Taranaki Daily News

Old rocks make Zealandia’s case stronger

- Michael Daly

Evidence of billion-year-old rocks under New Zealand is considered further proof that the largely underwater expanse of continenta­l crust known as Zealandia is a genuine continent.

Researcher­s were able to determine the age of the rocks by analysing microscopi­c grains of the mineral zircon in granite rocks found at the surface in Fiordland and Rakiura/Stewart Island.

Study lead author Dr Rose Turnbull of GNS Science said the sampled granites were basically crystallis­ed magma that formed deep in the Earth’s crust and had then been brought to the surface.

The findings showed some granite rocks in Fiordland and Rakiura/Stewart Island were likely linked to a superconti­nent called Rodinia that existed a billion years ago.

Previous GNS Science-led work had been able to justify for various reasons why Zealandia should be considered a continent, Turnbull said.

But one thing previously thought to be missing, that some people in the world of geology might consider to be necessary for a continent, was old rocks.

Until now, New Zealand’s oldest rocks – in the Tasman District

– were dated about 500 million years old and linked to the superconti­nent Gondwana that came after Rodinia, Turnbull said. ‘‘This new study ticks that final continenta­l box. There is no longer any doubt that we live on top of a continent.’’

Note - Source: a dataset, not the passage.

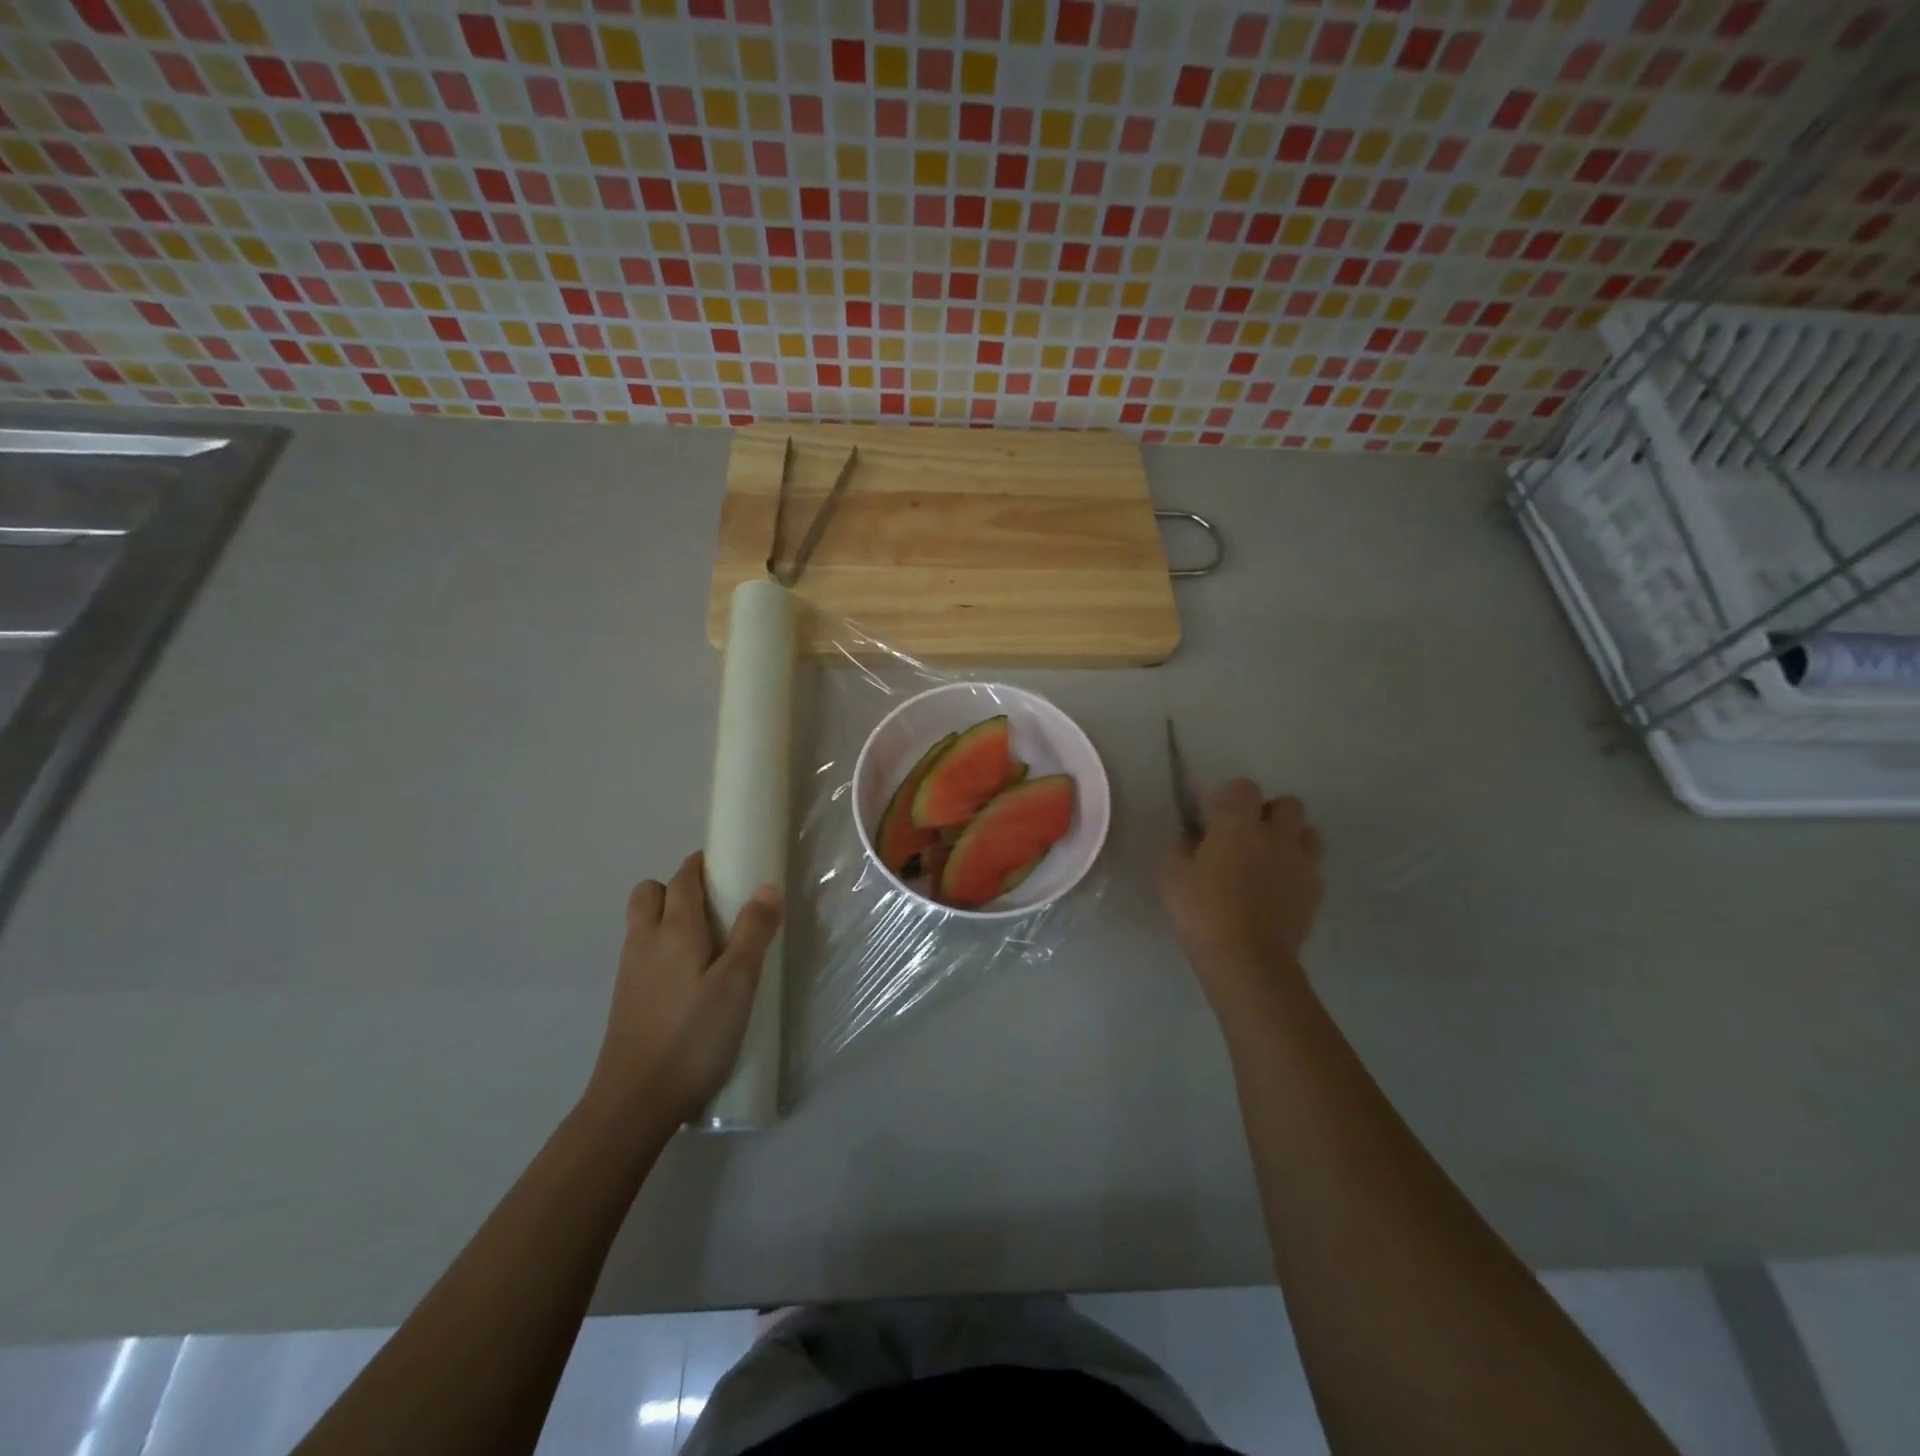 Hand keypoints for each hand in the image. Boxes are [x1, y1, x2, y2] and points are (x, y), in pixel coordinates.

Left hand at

Zircon grains found in the studied granite showed there were 1-billion-year-old rocks deep in the crust that were formed as part of the Rodinia superconti­nent, Turnbull said.

Zircon is a durable mineral that crystallis­es in most magmas. It can survive many geologic events over billions of years and, in spite of being exposed to extreme conditions, the core of the mineral remains unchanged and it preserves the chemical (isotopic) characteri­stics of the magma in which it originally crystallis­ed. ‘‘This work sheds new light on Zealandia’s ancient past – a geological past that has now been shown to be over 1 billion years old.’’

It was hard to know how far the ancient rocks were under the surface, but they would be at least 40km down. The research has been published in leading geological journal Geology, and is expected to attract widespread interest because of the possible implicatio­ns of the work for understand­ing the make-up of Rodinia.